Tuesday 1 September 2009

The house


It’s a good stone-built Edinburgh house, at the western end of a terrace of four built around 1880. Being end of terrace (the story goes that the architect who built the terrace kept this one for himself) we have windows at front (NW), side (SW) and back (SE) - great for gaining light, but great also for losing heat. Two cupolas also bring light and let out heat through the top of the house. One lights the stairs that lead from ground to first floors; the other brings light into the bathroom on the first floor. Both in fact ‘borrow’ light from the roof space above the first floor, to where it is fed through two sloping glass skylights in the flat roof above. We’ll talk about the roof space later.

The Windows
There are fourteen of these, and the inner front door is also mostly glass (there’s a timber outer ‘storm door’ as well). Two of the windows are bay windows each with three separate sash windows, and three are double sashes also divided by stone mullions, so in terms of sash windows we have a total of 21 of these.

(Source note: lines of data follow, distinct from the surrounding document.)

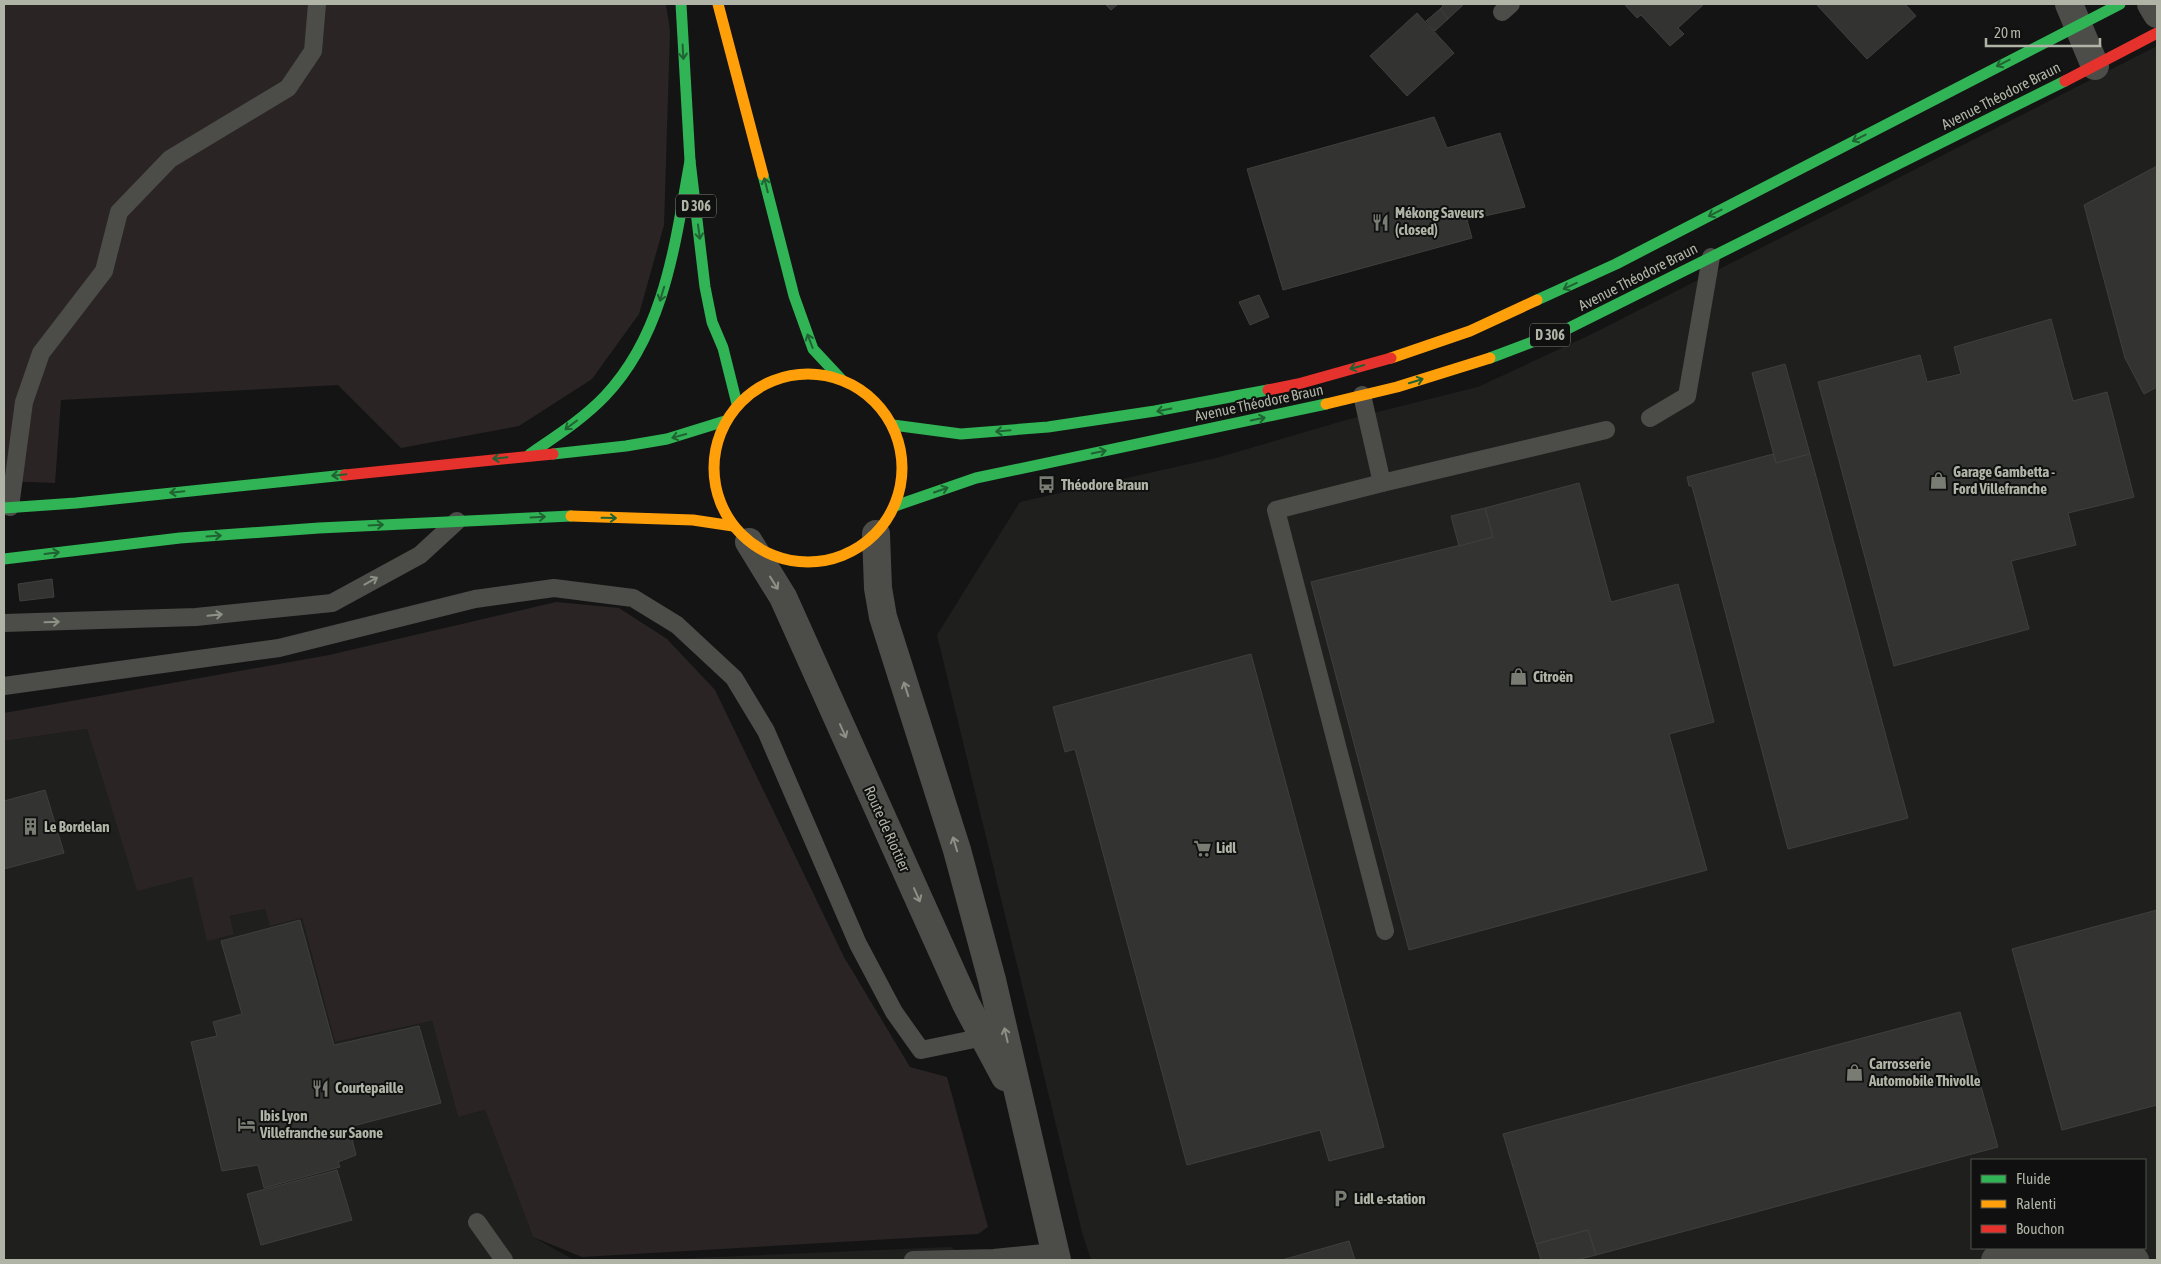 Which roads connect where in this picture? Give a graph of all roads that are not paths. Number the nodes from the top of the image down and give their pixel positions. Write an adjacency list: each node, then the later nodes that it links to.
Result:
1 (317, 4): 22 (lane)
2 (680, 4): 10 (main road, D 306, one-way to 10)
3 (718, 4): 12 (main road, one-way to 3)
4 (2120, 4): 6 (main road, Avenue Théodore Braun / D 306)
5 (2151, 4): 7 (street)
6 (2073, 14): 9 (street); 17 (main road, Avenue Théodore Braun / D 306, one-way to 17)
7 (2157, 14)
8 (2157, 33): 9 (main road, Avenue Théodore Braun / D 306)
9 (2095, 66): 11 (main road, Avenue Théodore Braun / D 306)
10 (690, 161): 14 (main road, D 306, one-way to 14); 19 (main road, one-way to 19)
11 (1712, 257): 13 (main road, Avenue Théodore Braun / D 306, one-way to 11); 15 (lane)
12 (841, 378): 14 (main road); 17 (main road)
13 (1362, 395): 20 (lane); 21 (main road, Avenue Théodore Braun / D 306, one-way to 13)
14 (737, 404): 16 (main road)
15 (1650, 418)
16 (725, 421): 19 (main road, one-way to 19); 24 (main road)
17 (893, 425): 21 (main road)
18 (1606, 430): 20 (lane)
19 (530, 454): 22 (main road, one-way to 22)
20 (1382, 483): 29 (lane)
21 (895, 506): 25 (main road)
22 (7, 508)
23 (457, 521): 24 (main road, one-way to 24); 26 (main road, one-way to 23); 27 (lane, one-way to 23)
24 (741, 534): 25 (main road); 30 (street, Route de Riottier, one-way to 30)
25 (876, 534): 31 (street, Route de Riottier, one-way to 25)
26 (4, 559)
27 (4, 623)
28 (4, 686): 30 (lane)
29 (1386, 931)
30 (984, 1036): 31 (street, Route de Riottier)
31 (1024, 1116): 35 (street, Route de Riottier)
32 (477, 1222): 37 (lane)
33 (2037, 1249): 39 (street)
34 (2064, 1249): 40 (street)
35 (1056, 1256): 38 (lane)
36 (2157, 1258): 41 (street)
37 (504, 1260)
38 (913, 1260)
39 (1995, 1260)
40 (2135, 1260)
41 (2150, 1260)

And they are not small – on the ground floor each bay window has a total glass area of over 4 square meters, and each individual sash window on the first floor has a glass area of nearly 1.6 metres.

These 21 windows light a total of 12 rooms, the five on the first floor being bedrooms plus one study (plus the bathroom), the four on the ground floor living rooms, plus another study, and the rooms in the basement a further bedroom and bathroom plus a workroom and utility cupboard.